In ihrem Roman „Unterleuten“ entwirft Juli Zeh eine dörfliche Gesellschaftsstruktur, die in Schieflage gerät, als ein Windpark gebaut werden soll.

In Zehs Dorf-Roman unterhält der Nachbar an seiner Grundstücksgrenze ein beständig glimmendes Feuer aus Autoreifen. Foto: imago/Westend61

Schwer zu entscheiden, ob diese Art von Roman nun eigentlich menschenfreundlich ist oder eher das Gegenteil davon. Sicher ist nur, dass bei Juli Zehs bislang dickleibigstem Buch der Titel das Programm markiert. Wenn die Autorin das brandenburgische Kaff, in dem die Handlung angesiedelt ist, „Unterleuten“ genannt hat, so ist das ein Zaunpfahlhinweis auf das komplexe soziale Geflecht, aus dem das Leben auf dem Dorfe besteht. Dieses gründlich aufzudröseln ist auch das eigentliche Thema, angesichts dessen die Intrige, um die herum die Romanhandlung angelegt ist, zu einer gewissen Bedeutungslosigkeit verblasst.

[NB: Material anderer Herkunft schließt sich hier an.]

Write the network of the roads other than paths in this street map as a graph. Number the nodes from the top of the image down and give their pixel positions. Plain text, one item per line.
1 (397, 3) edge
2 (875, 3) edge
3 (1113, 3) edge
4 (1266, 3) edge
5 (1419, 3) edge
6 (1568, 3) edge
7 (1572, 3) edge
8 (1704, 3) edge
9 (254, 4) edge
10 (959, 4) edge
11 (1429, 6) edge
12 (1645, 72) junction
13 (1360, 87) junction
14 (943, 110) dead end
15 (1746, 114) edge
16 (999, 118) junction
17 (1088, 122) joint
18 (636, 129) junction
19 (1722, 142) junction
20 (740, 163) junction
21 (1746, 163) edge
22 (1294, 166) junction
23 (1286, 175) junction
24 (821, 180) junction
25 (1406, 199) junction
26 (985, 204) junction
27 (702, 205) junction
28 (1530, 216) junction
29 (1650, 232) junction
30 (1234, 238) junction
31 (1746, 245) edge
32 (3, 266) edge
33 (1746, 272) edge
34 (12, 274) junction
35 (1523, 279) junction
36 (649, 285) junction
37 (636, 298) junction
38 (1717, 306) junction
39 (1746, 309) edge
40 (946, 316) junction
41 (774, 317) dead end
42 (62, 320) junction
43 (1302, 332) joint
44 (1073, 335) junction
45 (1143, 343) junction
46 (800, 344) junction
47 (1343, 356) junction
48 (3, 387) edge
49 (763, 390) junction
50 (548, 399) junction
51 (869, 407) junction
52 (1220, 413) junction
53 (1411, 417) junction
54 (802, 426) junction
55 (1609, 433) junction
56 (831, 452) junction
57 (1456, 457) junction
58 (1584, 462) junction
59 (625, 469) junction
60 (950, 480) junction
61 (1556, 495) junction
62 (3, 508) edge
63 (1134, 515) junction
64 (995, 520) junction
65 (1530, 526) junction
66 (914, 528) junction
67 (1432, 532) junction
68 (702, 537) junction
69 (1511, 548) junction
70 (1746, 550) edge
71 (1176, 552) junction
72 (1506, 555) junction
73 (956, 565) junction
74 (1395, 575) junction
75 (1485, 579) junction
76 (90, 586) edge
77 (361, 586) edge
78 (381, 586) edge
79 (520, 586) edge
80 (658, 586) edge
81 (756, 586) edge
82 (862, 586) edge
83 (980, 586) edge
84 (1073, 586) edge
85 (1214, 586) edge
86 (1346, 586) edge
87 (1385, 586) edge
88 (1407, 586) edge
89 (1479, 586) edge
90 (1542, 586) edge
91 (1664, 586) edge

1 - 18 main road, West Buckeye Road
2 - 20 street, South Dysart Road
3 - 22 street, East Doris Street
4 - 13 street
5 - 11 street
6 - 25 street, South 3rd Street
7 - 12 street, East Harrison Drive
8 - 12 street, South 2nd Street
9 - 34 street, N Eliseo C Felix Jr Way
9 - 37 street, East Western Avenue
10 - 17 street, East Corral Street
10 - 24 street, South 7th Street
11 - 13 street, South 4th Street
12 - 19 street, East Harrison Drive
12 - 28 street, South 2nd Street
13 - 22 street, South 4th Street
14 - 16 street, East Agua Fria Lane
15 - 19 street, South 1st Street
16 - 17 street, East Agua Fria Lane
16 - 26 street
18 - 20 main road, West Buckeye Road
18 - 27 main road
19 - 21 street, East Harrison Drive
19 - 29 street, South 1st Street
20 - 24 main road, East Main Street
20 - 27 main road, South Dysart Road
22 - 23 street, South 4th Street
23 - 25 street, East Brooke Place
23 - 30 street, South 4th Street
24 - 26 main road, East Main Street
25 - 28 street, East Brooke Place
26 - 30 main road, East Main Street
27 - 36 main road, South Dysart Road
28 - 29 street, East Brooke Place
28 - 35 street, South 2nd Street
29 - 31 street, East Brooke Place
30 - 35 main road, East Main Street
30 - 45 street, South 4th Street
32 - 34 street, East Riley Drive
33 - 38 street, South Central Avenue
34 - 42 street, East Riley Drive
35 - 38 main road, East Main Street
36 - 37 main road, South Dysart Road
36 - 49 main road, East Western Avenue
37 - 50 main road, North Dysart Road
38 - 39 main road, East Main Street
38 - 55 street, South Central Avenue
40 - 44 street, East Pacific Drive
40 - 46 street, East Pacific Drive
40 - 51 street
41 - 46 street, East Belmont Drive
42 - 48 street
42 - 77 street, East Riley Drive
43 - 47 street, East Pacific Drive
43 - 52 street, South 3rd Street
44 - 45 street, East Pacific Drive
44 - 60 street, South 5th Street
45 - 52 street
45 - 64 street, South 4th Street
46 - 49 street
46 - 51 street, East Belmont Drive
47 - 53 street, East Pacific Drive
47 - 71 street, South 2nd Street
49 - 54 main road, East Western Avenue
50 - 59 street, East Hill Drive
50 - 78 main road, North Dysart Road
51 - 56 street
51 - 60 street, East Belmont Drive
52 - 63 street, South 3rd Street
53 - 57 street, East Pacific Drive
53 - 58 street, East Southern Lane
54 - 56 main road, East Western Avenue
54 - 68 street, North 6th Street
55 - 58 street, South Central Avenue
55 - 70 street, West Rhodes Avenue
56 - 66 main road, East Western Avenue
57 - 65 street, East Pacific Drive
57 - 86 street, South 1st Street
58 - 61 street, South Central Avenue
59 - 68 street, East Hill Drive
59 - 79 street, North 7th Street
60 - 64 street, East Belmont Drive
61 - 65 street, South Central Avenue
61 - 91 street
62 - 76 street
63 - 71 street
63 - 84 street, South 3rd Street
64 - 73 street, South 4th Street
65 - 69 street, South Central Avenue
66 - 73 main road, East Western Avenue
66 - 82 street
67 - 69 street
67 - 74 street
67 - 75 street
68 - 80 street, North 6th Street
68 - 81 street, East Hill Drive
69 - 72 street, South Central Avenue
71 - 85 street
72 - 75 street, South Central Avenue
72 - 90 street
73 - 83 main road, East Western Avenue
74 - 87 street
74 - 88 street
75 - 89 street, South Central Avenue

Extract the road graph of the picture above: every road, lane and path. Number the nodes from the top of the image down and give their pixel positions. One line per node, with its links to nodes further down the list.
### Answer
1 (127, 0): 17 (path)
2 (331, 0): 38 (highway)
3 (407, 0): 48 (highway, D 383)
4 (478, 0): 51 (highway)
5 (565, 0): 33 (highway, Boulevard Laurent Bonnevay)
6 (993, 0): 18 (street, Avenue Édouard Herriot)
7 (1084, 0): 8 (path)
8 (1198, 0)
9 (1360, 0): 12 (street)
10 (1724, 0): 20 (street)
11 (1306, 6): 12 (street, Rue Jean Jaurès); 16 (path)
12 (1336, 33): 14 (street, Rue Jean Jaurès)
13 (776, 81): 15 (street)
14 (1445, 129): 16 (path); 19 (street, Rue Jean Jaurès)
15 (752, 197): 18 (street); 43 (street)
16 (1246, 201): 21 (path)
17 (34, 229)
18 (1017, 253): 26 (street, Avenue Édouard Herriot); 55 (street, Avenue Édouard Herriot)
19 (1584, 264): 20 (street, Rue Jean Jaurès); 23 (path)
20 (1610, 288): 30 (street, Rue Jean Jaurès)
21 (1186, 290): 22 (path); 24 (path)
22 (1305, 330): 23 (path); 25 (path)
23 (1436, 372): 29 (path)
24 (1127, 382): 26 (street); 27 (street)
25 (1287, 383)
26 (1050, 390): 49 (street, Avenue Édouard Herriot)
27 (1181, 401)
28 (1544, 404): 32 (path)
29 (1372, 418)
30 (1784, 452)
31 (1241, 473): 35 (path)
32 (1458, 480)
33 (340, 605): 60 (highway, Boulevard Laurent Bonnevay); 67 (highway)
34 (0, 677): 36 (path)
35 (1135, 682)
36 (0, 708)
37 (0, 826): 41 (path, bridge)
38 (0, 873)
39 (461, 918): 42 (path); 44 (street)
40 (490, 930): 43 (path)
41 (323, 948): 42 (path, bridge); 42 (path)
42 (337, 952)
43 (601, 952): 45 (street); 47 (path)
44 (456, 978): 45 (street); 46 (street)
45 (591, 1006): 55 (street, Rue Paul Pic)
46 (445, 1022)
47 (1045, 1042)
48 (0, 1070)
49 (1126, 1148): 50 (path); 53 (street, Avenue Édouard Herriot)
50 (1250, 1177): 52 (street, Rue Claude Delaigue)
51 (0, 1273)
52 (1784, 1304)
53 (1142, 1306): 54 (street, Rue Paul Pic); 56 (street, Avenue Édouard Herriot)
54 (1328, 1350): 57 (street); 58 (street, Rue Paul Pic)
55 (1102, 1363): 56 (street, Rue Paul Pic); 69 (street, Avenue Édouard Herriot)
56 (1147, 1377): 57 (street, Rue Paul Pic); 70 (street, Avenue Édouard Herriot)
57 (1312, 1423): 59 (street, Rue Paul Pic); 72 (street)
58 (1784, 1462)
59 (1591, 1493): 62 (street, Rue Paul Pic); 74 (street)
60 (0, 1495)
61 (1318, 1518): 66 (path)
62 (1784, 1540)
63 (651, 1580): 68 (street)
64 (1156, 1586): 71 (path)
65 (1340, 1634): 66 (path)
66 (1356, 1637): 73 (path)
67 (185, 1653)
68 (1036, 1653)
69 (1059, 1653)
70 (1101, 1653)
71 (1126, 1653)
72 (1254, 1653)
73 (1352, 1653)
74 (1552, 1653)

Mit scharfem Blick fürs Wesentliche führt die Autorin nach und nach ein soziales Panoptikum ein, das auf den ersten Blick schön bunt aussieht, doch eine klare Ordnung aufweist. Ebenso klar ist von Anfang an, dass irgend etwas nicht stimmt in Unterleuten.

Es stinkt. Und das auch wortwörtlich, nämlich auf dem Grundstück des Ehepaars Jule und Gerhard Fließ, er ehemaliger Soziologiedozent, jetzt bei der Vogelschutzwarte beschäftigt, sie seine ehemalige Studentin und 20 Jahre jüngere Gattin, der stets das gemeinsame Baby vor der Brust klebt. Dass ihr Nachbar, ein grobschlächtiger Schrauber, an seiner Grundstücksgrenze ein beständig glimmendes Feuer aus Autoreifen unterhält, welches das Grundstück der Familie verpestet, ist ein Teil des Unterleutener Machtgefüges – ein Umstand, den Jule und Gerhard nie wirklich durchschauen werden; anders als eine andere Zugezogene, die junge Linda, die als Pferdeflüsterin gutes Geld verdient, Rassepferde züchten will und für den Bau eines Stalls mit Koppel sowohl eine Baugenehmigung als auch eine Grundstückserweiterung braucht.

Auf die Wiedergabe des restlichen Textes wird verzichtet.